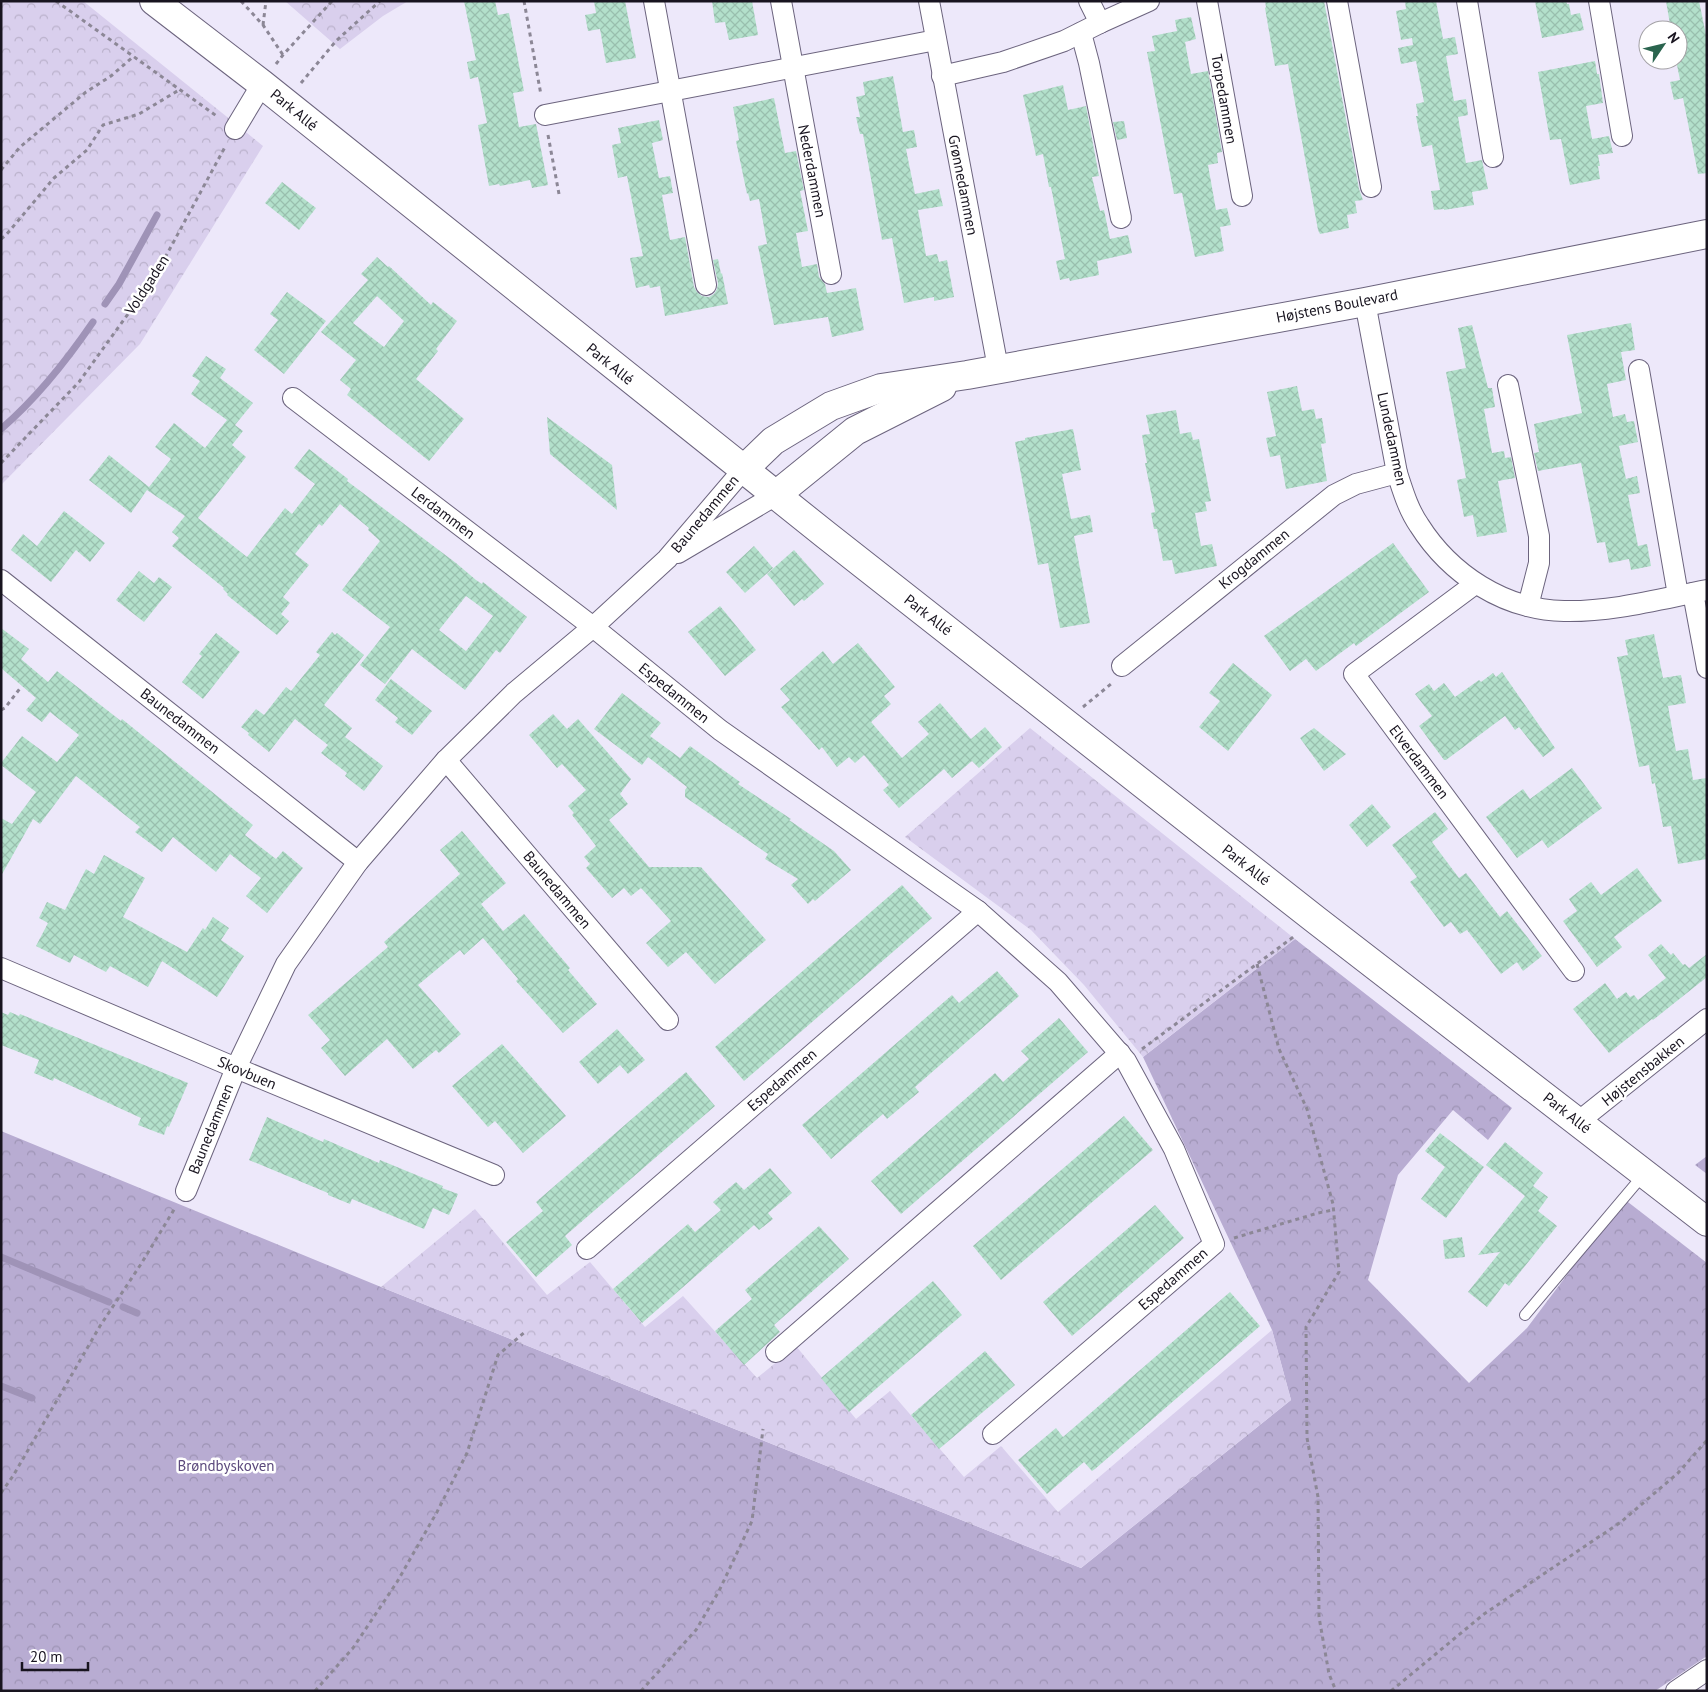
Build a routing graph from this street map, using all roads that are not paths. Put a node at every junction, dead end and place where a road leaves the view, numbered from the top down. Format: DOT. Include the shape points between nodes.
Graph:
graph roads {
  1 [pos="154,1"];
  2 [pos="654,1"];
  3 [pos="781,1"];
  4 [pos="929,1"];
  5 [pos="1088,1"];
  6 [pos="1150,1"];
  7 [pos="1207,1"];
  8 [pos="1338,1"];
  9 [pos="1467,1"];
  10 [pos="1599,1"];
  11 [pos="1100,23"];
  12 [pos="1080,33"];
  13 [pos="936,40"];
  14 [pos="793,67"];
  15 [pos="942,76"];
  16 [pos="262,84"];
  17 [pos="670,91"];
  18 [pos="544,115"];
  19 [pos="235,129"];
  20 [pos="1622,136"];
  21 [pos="1493,157"];
  22 [pos="1371,187"];
  23 [pos="1242,196"];
  24 [pos="1121,218"];
  25 [pos="1707,234"];
  26 [pos="831,274"];
  27 [pos="706,285"];
  28 [pos="1365,302"];
  29 [pos="998,368"];
  30 [pos="1638,370"];
  31 [pos="966,375"];
  32 [pos="1508,385"];
  33 [pos="293,398"];
  34 [pos="743,470"];
  35 [pos="1397,473"];
  36 [pos="776,495"];
  37 [pos="667,559"];
  38 [pos="1,580"];
  39 [pos="1475,584"];
  40 [pos="1693,593"];
  41 [pos="1528,606"];
  42 [pos="593,627"];
  43 [pos="1122,666"];
  44 [pos="1707,668"];
  45 [pos="446,760"];
  46 [pos="358,862"];
  47 [pos="978,911"];
  48 [pos="1,968"];
  49 [pos="1574,972"];
  50 [pos="1707,1019"];
  51 [pos="668,1020"];
  52 [pos="1123,1057"];
  53 [pos="236,1068"];
  54 [pos="1578,1122"];
  55 [pos="1645,1174"];
  56 [pos="494,1175"];
  57 [pos="186,1191"];
  58 [pos="1707,1222"];
  59 [pos="587,1249"];
  60 [pos="1525,1315"];
  61 [pos="776,1352"];
  62 [pos="993,1434"];
  63 [pos="1707,1670"];
  64 [pos="1676,1691"];
  1 -- 16 [label="street, Park Allé"];
  2 -- 17 [label="street"];
  3 -- 14 [label="street, Nederdammen"];
  4 -- 13 [label="street, Grønnedammen"];
  5 -- 11 [label="street"];
  6 -- 11 [label="street"];
  7 -- 23 [label="street, Torpedammen"];
  8 -- 22 [label="street"];
  9 -- 21 [label="street"];
  10 -- 20 [label="street"];
  11 -- 12 [label="street"];
  12 -- 15 [label="street" via="1003,62"];
  12 -- 24 [label="street"];
  13 -- 14 [label="street"];
  13 -- 15 [label="street, Grønnedammen"];
  14 -- 17 [label="street"];
  14 -- 26 [label="street, Nederdammen"];
  15 -- 29 [label="street, Grønnedammen"];
  16 -- 19 [label="street"];
  16 -- 34 [label="street, Park Allé"];
  17 -- 18 [label="street"];
  17 -- 27 [label="street"];
  25 -- 28 [label="street, Højstens Boulevard"];
  28 -- 29 [label="street, Højstens Boulevard"];
  28 -- 35 [label="street, Lundedammen"];
  29 -- 31 [label="street, Højstens Boulevard"];
  30 -- 40 [label="street"];
  31 -- 34 [label="street, Højstens Boulevard" via="881,388 832,406 774,441"];
  31 -- 36 [label="street, Højstens Boulevard" via="855,431"];
  32 -- 41 [label="street" via="1539,536 1539,563"];
  33 -- 42 [label="street, Lerdammen"];
  34 -- 36 [label="street, Park Allé"];
  34 -- 37 [label="street, Baunedammen"];
  35 -- 39 [label="street, Lundedammen" via="1405,499 1423,532 1453,567"];
  35 -- 43 [label="street, Krogdammen" via="1356,484 1334,495"];
  36 -- 37 [label="street, Baunedammen"];
  36 -- 54 [label="street, Park Allé"];
  37 -- 42 [label="street, Baunedammen"];
  38 -- 46 [label="street, Baunedammen"];
  39 -- 41 [label="street, Lundedammen"];
  39 -- 49 [label="street, Elverdammen" via="1354,674"];
  40 -- 41 [label="street, Lundedammen" via="1598,609 1562,611"];
  40 -- 44 [label="street"];
  42 -- 45 [label="street, Baunedammen" via="514,693"];
  42 -- 47 [label="street, Espedammen" via="720,730"];
  45 -- 46 [label="street, Baunedammen"];
  45 -- 51 [label="street, Baunedammen"];
  46 -- 53 [label="street, Baunedammen" via="286,964"];
  47 -- 52 [label="street, Espedammen" via="1058,982"];
  47 -- 59 [label="street, Espedammen"];
  48 -- 53 [label="street, Skovbuen"];
  50 -- 54 [label="street, Højstensbakken"];
  52 -- 61 [label="street"];
  52 -- 62 [label="street, Espedammen" via="1174,1149 1214,1244"];
  53 -- 56 [label="street, Skovbuen"];
  53 -- 57 [label="street, Baunedammen"];
  54 -- 55 [label="street, Park Allé"];
  55 -- 58 [label="street, Park Allé"];
  55 -- 60 [label="lane"];
  63 -- 64 [label="street"];
}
———
_WHAT IS REQUIRED_: Where a line above includes "Grønnedammen", copy that line.

_RESULT OF THIS EXERCISE_:
  4 -- 13 [label="street, Grønnedammen"];
  13 -- 15 [label="street, Grønnedammen"];
  15 -- 29 [label="street, Grønnedammen"];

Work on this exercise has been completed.